━━ PROVIDED INFORMATION ━━

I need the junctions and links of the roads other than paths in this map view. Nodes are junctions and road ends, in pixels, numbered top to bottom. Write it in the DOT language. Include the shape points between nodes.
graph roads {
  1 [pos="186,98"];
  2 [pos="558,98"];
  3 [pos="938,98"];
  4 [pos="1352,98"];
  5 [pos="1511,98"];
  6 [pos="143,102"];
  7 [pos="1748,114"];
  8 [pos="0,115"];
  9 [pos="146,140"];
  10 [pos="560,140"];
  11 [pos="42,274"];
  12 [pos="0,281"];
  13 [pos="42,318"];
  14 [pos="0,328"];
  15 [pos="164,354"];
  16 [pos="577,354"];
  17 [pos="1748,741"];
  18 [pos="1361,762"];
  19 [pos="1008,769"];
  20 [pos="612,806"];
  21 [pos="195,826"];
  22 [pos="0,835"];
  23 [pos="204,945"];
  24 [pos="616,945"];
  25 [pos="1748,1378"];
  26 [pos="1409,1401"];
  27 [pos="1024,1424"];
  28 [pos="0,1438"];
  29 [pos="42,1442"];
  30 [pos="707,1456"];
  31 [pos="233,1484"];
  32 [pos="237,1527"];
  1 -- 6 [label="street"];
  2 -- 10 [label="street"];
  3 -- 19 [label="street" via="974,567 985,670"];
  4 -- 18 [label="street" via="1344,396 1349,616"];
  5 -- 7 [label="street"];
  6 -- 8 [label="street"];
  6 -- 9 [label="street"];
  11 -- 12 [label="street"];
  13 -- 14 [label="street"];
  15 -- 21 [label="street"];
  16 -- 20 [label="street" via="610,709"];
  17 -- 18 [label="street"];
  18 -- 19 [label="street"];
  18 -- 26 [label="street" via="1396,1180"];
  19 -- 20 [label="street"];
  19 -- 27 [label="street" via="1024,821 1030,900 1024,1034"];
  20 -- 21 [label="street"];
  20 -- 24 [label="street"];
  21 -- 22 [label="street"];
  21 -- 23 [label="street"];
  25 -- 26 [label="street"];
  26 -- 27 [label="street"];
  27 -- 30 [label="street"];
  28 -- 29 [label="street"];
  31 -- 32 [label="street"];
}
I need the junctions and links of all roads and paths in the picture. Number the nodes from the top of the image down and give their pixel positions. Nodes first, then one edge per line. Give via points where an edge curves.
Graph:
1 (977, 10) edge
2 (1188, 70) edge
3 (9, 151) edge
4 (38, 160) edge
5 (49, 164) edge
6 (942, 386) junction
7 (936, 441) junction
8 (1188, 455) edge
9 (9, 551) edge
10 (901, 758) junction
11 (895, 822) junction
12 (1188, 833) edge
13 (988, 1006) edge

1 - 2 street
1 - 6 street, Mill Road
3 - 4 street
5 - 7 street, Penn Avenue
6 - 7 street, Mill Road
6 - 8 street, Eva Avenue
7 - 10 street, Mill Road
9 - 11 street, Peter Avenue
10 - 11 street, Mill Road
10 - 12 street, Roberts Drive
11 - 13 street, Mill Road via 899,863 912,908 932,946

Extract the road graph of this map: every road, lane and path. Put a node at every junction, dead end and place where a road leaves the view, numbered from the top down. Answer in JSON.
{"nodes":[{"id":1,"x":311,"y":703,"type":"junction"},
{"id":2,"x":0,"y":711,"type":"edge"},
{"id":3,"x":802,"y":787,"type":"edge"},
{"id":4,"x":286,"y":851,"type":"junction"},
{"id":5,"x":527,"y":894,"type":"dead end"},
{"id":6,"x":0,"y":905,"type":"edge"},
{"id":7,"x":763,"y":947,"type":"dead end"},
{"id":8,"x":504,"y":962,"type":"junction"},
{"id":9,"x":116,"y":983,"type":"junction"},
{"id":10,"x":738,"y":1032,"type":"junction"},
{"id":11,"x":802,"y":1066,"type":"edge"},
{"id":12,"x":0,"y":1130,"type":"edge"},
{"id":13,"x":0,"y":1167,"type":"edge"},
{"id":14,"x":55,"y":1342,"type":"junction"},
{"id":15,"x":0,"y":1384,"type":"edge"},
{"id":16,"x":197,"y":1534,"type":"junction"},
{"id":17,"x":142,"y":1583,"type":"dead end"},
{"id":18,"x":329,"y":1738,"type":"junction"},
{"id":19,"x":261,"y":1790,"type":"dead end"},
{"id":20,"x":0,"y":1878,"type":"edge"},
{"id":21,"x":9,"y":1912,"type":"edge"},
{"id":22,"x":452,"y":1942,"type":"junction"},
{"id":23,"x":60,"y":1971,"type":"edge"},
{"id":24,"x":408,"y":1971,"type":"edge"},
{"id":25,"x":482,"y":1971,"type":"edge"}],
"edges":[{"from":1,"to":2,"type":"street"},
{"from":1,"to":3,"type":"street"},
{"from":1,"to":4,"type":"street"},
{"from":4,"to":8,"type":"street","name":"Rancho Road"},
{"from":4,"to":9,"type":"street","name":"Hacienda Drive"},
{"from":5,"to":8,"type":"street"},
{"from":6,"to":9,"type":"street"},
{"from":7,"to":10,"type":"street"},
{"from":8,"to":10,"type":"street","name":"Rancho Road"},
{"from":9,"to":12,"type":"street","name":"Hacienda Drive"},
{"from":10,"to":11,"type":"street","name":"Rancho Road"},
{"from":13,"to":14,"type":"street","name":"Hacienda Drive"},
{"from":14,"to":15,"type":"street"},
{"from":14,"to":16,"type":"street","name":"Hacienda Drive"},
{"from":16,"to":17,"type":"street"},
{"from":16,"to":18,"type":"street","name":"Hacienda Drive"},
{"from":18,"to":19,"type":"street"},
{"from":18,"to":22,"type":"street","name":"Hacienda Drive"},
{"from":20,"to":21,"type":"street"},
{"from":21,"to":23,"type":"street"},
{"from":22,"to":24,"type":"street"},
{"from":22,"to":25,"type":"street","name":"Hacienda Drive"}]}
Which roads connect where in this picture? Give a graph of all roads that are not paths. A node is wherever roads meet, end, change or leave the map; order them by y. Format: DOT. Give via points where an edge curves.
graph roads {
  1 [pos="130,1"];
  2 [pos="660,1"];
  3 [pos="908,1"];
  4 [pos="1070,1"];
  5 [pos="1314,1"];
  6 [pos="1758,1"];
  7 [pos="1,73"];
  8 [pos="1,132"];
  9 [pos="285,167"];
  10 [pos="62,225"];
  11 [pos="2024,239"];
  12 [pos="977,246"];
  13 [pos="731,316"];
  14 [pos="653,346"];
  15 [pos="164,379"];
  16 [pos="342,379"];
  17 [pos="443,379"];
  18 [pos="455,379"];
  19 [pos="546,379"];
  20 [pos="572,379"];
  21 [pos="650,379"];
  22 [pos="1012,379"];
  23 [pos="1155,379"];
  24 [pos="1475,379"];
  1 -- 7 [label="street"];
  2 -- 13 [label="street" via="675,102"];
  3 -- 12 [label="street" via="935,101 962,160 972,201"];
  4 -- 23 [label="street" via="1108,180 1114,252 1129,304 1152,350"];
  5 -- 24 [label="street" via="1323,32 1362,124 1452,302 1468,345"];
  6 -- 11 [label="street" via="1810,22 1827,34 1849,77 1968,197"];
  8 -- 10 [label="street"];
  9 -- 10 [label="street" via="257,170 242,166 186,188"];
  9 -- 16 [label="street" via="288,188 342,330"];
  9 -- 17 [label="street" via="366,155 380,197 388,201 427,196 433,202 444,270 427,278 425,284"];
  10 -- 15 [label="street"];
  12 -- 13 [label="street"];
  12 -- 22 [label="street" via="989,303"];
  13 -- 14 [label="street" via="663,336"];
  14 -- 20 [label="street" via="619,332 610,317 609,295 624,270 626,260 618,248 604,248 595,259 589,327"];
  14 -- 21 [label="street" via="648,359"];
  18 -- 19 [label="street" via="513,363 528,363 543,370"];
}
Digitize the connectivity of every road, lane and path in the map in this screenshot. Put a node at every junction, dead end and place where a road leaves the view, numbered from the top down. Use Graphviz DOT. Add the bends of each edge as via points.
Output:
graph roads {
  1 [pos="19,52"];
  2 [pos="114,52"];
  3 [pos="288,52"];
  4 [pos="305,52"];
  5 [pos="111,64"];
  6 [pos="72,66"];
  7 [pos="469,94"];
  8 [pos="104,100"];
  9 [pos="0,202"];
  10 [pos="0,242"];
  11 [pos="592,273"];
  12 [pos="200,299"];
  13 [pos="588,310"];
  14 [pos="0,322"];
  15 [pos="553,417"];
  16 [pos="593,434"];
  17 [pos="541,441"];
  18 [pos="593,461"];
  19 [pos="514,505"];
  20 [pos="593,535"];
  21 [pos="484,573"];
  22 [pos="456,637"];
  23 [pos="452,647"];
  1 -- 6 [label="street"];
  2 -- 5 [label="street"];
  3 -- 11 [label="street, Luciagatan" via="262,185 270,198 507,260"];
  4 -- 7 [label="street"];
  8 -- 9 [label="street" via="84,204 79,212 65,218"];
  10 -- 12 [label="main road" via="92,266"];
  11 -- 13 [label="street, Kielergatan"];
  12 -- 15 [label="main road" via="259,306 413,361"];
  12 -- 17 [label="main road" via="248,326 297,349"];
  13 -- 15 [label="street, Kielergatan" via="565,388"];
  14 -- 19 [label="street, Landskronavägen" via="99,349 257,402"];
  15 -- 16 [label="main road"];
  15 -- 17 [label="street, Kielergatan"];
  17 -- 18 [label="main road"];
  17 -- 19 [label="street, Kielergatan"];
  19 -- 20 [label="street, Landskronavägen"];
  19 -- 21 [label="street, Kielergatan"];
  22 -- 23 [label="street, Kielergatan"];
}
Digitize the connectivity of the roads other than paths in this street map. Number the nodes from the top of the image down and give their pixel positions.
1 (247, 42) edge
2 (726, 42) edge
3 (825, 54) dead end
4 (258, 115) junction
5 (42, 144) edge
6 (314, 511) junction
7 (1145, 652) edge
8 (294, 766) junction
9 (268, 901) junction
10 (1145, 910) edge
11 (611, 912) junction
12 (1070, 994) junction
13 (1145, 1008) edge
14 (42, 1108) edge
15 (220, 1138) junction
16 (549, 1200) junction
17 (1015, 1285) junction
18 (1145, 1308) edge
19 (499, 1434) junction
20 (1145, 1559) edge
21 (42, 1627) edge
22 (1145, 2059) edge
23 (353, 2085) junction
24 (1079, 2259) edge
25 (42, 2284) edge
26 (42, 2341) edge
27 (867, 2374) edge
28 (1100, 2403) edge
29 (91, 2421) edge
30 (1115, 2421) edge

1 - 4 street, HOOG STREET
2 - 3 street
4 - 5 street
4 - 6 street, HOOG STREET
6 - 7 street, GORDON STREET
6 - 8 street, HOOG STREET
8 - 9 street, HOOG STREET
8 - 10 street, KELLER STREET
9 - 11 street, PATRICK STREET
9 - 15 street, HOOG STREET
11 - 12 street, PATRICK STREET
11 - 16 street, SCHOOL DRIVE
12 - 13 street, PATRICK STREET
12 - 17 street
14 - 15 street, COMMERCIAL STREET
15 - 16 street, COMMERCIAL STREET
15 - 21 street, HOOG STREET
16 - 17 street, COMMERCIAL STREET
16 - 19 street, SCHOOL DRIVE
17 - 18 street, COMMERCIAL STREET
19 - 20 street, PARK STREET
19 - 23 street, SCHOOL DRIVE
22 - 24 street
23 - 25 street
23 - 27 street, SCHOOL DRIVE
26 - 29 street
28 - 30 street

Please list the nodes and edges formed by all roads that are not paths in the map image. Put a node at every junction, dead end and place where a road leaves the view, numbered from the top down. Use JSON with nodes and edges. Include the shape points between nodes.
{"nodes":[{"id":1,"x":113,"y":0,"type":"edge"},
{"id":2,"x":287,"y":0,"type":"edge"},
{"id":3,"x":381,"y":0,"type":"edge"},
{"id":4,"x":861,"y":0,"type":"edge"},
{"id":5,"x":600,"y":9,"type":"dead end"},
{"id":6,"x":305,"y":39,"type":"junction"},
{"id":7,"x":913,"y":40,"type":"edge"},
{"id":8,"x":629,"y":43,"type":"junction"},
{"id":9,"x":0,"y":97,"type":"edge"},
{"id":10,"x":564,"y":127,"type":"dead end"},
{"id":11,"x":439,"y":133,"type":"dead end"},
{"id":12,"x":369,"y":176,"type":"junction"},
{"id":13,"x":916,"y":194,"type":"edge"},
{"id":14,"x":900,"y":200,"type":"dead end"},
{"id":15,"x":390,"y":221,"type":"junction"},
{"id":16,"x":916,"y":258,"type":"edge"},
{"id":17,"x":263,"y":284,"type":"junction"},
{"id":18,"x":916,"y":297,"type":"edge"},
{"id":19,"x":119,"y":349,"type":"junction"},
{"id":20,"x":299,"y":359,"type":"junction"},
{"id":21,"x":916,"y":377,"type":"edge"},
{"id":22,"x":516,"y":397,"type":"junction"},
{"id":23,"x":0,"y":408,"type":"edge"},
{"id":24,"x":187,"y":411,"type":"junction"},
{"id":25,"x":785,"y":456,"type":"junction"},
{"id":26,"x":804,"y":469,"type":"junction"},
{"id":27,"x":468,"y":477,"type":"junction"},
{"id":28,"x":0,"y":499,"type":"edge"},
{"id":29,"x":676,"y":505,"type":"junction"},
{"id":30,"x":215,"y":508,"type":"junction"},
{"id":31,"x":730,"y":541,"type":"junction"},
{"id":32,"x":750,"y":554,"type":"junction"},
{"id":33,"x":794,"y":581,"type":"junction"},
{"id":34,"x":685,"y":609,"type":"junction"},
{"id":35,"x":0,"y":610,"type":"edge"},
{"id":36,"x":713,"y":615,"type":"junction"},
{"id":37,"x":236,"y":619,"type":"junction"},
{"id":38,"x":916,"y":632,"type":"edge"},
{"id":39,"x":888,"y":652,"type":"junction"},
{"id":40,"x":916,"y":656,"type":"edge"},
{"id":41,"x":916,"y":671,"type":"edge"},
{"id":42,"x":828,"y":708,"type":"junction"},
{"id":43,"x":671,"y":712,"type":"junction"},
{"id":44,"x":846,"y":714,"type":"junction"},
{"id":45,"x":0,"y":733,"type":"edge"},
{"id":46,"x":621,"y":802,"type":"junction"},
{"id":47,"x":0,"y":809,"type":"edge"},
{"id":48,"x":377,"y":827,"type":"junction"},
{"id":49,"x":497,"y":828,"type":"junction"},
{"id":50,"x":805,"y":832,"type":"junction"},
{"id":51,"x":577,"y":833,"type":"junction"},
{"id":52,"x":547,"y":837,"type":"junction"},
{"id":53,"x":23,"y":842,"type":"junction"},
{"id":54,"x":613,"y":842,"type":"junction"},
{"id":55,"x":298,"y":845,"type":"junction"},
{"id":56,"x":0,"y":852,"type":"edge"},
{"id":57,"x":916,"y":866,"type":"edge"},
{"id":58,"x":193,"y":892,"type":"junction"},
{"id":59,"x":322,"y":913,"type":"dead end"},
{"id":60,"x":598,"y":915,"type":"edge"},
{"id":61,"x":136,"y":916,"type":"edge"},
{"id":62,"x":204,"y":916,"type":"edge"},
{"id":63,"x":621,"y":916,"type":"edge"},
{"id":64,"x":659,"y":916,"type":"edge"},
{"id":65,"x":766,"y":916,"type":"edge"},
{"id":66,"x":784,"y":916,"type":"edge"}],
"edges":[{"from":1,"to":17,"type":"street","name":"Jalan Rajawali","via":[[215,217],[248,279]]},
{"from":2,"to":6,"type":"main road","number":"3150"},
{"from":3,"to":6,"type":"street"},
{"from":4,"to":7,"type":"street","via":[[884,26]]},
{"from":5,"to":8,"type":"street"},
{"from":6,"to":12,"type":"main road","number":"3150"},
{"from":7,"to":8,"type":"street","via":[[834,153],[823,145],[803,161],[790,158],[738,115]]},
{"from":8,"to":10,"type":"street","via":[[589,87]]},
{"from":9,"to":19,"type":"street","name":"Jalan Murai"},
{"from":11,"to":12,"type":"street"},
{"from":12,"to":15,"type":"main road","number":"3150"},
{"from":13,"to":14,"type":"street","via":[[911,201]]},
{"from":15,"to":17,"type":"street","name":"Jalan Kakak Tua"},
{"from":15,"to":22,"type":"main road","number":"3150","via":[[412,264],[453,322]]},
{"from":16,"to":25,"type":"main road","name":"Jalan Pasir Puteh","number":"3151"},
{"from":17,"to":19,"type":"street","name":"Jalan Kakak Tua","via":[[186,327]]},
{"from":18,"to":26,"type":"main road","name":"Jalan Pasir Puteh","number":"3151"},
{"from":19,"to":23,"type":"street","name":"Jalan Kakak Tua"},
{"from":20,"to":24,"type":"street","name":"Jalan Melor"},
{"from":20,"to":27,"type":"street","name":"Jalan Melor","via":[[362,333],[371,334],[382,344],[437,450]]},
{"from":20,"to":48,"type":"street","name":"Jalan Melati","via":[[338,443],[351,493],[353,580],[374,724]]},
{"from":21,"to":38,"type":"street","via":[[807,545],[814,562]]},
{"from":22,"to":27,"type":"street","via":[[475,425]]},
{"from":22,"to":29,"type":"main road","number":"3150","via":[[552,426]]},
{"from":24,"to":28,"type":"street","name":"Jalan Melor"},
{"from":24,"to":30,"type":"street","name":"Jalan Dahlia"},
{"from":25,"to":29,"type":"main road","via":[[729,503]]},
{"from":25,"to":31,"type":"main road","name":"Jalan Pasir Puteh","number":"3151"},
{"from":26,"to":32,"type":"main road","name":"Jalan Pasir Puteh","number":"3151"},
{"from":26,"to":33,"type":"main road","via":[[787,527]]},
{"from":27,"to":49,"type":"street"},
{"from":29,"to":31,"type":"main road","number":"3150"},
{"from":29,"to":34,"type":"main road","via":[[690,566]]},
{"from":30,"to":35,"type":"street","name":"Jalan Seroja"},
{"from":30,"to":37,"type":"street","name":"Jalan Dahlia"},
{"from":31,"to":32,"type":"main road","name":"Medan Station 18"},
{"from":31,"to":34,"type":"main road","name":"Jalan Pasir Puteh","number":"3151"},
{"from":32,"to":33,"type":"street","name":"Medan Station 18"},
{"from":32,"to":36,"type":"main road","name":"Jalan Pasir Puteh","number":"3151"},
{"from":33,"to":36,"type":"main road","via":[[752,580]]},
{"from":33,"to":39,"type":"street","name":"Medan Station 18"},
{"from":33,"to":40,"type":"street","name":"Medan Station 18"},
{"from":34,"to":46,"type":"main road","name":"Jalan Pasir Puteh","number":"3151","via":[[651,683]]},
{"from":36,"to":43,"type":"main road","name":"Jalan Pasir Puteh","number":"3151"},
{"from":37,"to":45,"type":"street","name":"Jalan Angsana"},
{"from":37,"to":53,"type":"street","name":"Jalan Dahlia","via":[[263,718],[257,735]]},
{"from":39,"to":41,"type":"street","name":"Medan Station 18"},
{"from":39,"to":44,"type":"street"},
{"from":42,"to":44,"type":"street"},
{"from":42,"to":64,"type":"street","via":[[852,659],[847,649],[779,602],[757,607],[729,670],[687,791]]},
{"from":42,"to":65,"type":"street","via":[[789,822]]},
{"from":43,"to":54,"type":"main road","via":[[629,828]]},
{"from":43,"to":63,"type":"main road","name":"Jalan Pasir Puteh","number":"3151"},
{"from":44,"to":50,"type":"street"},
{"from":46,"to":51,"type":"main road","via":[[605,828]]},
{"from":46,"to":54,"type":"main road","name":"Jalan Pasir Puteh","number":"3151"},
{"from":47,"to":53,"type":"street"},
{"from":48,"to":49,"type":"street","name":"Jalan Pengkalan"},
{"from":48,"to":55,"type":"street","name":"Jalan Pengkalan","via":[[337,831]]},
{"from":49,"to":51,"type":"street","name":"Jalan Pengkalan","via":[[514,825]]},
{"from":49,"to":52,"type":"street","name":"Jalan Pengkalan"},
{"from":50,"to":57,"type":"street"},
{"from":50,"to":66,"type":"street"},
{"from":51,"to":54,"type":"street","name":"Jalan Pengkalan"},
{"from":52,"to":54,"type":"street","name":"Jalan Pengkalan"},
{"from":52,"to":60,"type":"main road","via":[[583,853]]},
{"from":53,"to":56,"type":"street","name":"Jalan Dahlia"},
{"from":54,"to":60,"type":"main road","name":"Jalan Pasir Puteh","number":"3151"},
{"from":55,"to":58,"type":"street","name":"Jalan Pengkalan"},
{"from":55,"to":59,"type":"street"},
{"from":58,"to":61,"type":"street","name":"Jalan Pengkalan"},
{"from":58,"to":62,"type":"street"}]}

━━━

**WHAT THE TASK REQUIRES**
Filter the entries above and copy only the lines that hold "Mill".

**SOLUTION**
1 - 6 street, Mill Road
6 - 7 street, Mill Road
7 - 10 street, Mill Road
10 - 11 street, Mill Road
11 - 13 street, Mill Road via 899,863 912,908 932,946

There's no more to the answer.